= Goal of the exercise =
Once the line containing "Road topology of the map in" is found in the entries below, reproduce it and every line after it, stopping at and including the line containing "Please list the"; reproduce nothing else, and keep each line exact.

(Saved data entries)
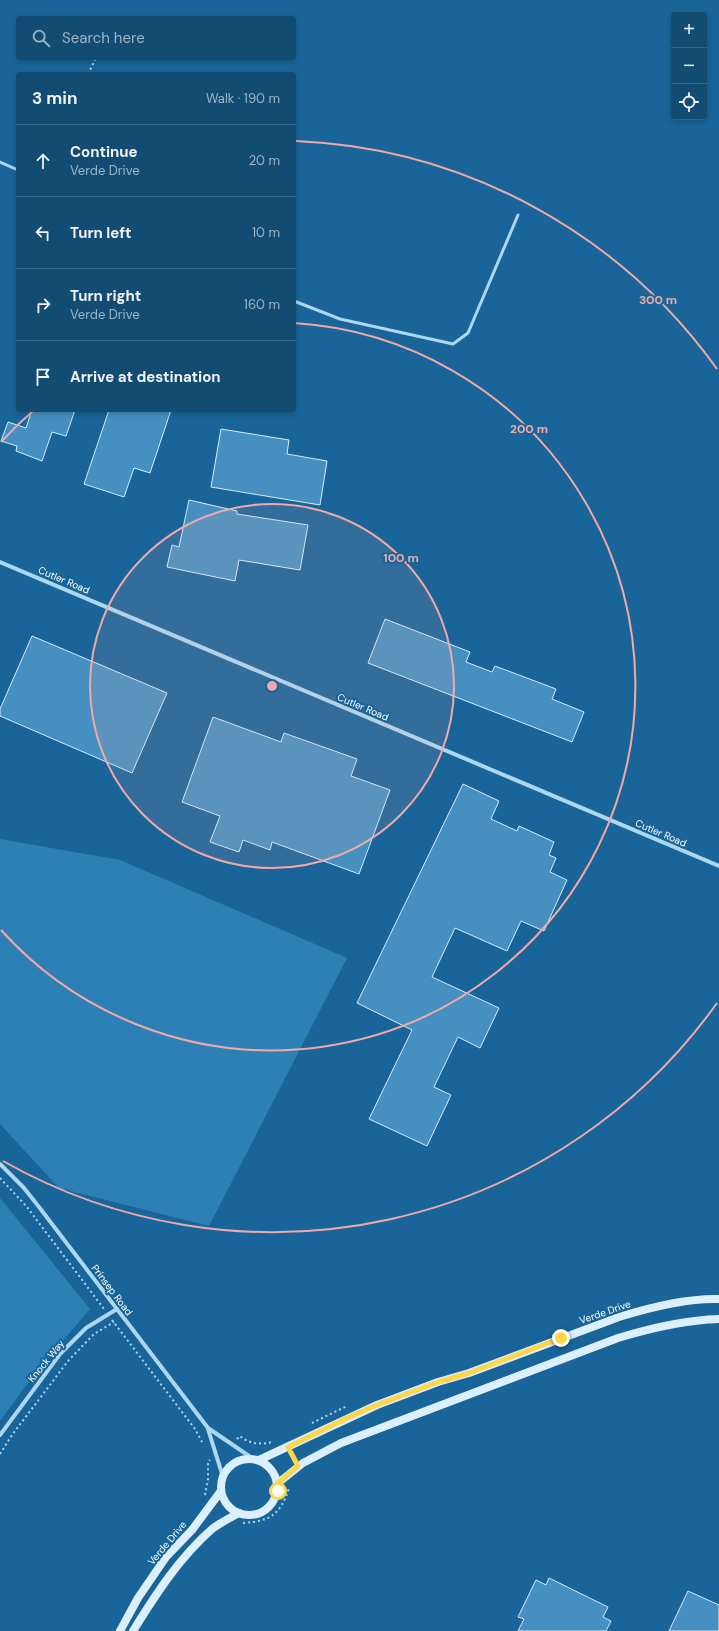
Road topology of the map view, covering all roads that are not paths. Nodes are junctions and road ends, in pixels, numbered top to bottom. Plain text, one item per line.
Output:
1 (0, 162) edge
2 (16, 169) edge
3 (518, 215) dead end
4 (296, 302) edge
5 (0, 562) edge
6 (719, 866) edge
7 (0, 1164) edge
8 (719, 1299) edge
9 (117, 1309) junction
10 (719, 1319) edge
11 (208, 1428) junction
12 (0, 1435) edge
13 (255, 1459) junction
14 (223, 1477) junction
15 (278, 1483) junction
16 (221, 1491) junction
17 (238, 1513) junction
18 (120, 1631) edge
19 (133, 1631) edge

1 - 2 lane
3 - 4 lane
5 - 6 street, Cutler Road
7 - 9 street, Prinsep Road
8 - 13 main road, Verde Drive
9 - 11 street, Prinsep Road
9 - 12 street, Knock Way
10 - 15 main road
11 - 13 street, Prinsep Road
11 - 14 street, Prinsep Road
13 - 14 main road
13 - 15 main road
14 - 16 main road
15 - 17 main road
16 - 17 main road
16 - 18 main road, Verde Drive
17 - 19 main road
==
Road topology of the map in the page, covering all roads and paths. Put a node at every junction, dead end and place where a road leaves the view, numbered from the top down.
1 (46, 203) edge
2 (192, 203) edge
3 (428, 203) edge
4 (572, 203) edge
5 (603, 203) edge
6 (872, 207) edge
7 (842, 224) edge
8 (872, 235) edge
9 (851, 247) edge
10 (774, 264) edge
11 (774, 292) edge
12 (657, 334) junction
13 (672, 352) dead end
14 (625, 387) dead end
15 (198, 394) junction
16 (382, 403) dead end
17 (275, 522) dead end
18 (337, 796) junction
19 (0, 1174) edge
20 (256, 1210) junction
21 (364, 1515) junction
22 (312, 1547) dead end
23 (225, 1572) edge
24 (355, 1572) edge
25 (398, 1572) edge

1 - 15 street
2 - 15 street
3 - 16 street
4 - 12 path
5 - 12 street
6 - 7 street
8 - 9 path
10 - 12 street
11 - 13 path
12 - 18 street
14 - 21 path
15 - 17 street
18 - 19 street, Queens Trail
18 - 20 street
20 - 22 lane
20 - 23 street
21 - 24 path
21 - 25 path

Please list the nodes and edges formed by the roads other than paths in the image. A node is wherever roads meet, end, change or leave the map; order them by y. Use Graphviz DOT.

= Task output =
Road topology of the map in the page, covering all roads and paths. Put a node at every junction, dead end and place where a road leaves the view, numbered from the top down.
1 (46, 203) edge
2 (192, 203) edge
3 (428, 203) edge
4 (572, 203) edge
5 (603, 203) edge
6 (872, 207) edge
7 (842, 224) edge
8 (872, 235) edge
9 (851, 247) edge
10 (774, 264) edge
11 (774, 292) edge
12 (657, 334) junction
13 (672, 352) dead end
14 (625, 387) dead end
15 (198, 394) junction
16 (382, 403) dead end
17 (275, 522) dead end
18 (337, 796) junction
19 (0, 1174) edge
20 (256, 1210) junction
21 (364, 1515) junction
22 (312, 1547) dead end
23 (225, 1572) edge
24 (355, 1572) edge
25 (398, 1572) edge

1 - 15 street
2 - 15 street
3 - 16 street
4 - 12 path
5 - 12 street
6 - 7 street
8 - 9 path
10 - 12 street
11 - 13 path
12 - 18 street
14 - 21 path
15 - 17 street
18 - 19 street, Queens Trail
18 - 20 street
20 - 22 lane
20 - 23 street
21 - 24 path
21 - 25 path

Please list the nodes and edges formed by the roads other than paths in the image. A node is wherever roads meet, end, change or leave the map; order them by y. Use Graphviz DOT.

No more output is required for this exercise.